EXERCISE GOAL
Each entry must be output once more without any change.
ENTRIES SHOWN START
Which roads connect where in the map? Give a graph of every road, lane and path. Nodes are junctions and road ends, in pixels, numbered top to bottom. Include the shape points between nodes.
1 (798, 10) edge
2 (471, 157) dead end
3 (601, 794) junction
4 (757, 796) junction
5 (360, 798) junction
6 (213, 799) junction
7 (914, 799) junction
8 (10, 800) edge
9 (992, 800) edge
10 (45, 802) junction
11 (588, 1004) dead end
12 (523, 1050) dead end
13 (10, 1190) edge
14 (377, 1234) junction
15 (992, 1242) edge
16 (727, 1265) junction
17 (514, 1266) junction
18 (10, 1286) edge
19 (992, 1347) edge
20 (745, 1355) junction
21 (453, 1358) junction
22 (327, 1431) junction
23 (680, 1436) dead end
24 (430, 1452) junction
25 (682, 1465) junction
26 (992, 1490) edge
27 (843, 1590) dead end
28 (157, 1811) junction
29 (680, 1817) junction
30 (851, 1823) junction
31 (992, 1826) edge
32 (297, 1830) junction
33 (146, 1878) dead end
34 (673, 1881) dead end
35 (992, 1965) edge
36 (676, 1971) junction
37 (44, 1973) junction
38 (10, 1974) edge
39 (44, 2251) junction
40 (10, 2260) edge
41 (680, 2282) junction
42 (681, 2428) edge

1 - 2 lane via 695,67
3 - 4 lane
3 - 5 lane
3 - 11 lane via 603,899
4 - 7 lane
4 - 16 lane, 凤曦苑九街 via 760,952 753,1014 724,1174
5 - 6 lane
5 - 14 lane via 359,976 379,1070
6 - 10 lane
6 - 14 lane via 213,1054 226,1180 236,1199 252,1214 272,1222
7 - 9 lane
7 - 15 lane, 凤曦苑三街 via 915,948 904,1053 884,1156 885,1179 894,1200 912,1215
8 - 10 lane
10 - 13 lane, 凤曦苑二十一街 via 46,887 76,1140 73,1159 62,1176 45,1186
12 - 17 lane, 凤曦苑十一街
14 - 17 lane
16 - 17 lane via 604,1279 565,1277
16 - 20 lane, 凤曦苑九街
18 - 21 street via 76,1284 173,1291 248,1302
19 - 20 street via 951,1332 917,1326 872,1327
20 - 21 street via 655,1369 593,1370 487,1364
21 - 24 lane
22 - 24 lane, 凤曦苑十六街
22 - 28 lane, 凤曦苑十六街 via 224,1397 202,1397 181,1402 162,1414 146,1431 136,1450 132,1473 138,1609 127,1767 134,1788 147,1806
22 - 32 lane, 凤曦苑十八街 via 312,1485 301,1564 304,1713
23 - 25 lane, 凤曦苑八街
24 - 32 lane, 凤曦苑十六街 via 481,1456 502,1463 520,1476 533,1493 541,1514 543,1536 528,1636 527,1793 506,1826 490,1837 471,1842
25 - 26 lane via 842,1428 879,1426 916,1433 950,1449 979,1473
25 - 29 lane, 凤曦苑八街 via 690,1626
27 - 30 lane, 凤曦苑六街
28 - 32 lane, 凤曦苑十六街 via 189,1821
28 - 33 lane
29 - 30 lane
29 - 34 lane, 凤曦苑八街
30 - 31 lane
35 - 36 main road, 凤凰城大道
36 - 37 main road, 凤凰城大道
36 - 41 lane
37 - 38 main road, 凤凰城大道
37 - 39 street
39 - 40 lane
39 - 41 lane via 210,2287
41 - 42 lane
ENTRIES SHOWN END
EXPECTED ANSWER
Which roads connect where in the map? Give a graph of every road, lane and path. Nodes are junctions and road ends, in pixels, numbered top to bottom. Include the shape points between nodes.
1 (798, 10) edge
2 (471, 157) dead end
3 (601, 794) junction
4 (757, 796) junction
5 (360, 798) junction
6 (213, 799) junction
7 (914, 799) junction
8 (10, 800) edge
9 (992, 800) edge
10 (45, 802) junction
11 (588, 1004) dead end
12 (523, 1050) dead end
13 (10, 1190) edge
14 (377, 1234) junction
15 (992, 1242) edge
16 (727, 1265) junction
17 (514, 1266) junction
18 (10, 1286) edge
19 (992, 1347) edge
20 (745, 1355) junction
21 (453, 1358) junction
22 (327, 1431) junction
23 (680, 1436) dead end
24 (430, 1452) junction
25 (682, 1465) junction
26 (992, 1490) edge
27 (843, 1590) dead end
28 (157, 1811) junction
29 (680, 1817) junction
30 (851, 1823) junction
31 (992, 1826) edge
32 (297, 1830) junction
33 (146, 1878) dead end
34 (673, 1881) dead end
35 (992, 1965) edge
36 (676, 1971) junction
37 (44, 1973) junction
38 (10, 1974) edge
39 (44, 2251) junction
40 (10, 2260) edge
41 (680, 2282) junction
42 (681, 2428) edge

1 - 2 lane via 695,67
3 - 4 lane
3 - 5 lane
3 - 11 lane via 603,899
4 - 7 lane
4 - 16 lane, 凤曦苑九街 via 760,952 753,1014 724,1174
5 - 6 lane
5 - 14 lane via 359,976 379,1070
6 - 10 lane
6 - 14 lane via 213,1054 226,1180 236,1199 252,1214 272,1222
7 - 9 lane
7 - 15 lane, 凤曦苑三街 via 915,948 904,1053 884,1156 885,1179 894,1200 912,1215
8 - 10 lane
10 - 13 lane, 凤曦苑二十一街 via 46,887 76,1140 73,1159 62,1176 45,1186
12 - 17 lane, 凤曦苑十一街
14 - 17 lane
16 - 17 lane via 604,1279 565,1277
16 - 20 lane, 凤曦苑九街
18 - 21 street via 76,1284 173,1291 248,1302
19 - 20 street via 951,1332 917,1326 872,1327
20 - 21 street via 655,1369 593,1370 487,1364
21 - 24 lane
22 - 24 lane, 凤曦苑十六街
22 - 28 lane, 凤曦苑十六街 via 224,1397 202,1397 181,1402 162,1414 146,1431 136,1450 132,1473 138,1609 127,1767 134,1788 147,1806
22 - 32 lane, 凤曦苑十八街 via 312,1485 301,1564 304,1713
23 - 25 lane, 凤曦苑八街
24 - 32 lane, 凤曦苑十六街 via 481,1456 502,1463 520,1476 533,1493 541,1514 543,1536 528,1636 527,1793 506,1826 490,1837 471,1842
25 - 26 lane via 842,1428 879,1426 916,1433 950,1449 979,1473
25 - 29 lane, 凤曦苑八街 via 690,1626
27 - 30 lane, 凤曦苑六街
28 - 32 lane, 凤曦苑十六街 via 189,1821
28 - 33 lane
29 - 30 lane
29 - 34 lane, 凤曦苑八街
30 - 31 lane
35 - 36 main road, 凤凰城大道
36 - 37 main road, 凤凰城大道
36 - 41 lane
37 - 38 main road, 凤凰城大道
37 - 39 street
39 - 40 lane
39 - 41 lane via 210,2287
41 - 42 lane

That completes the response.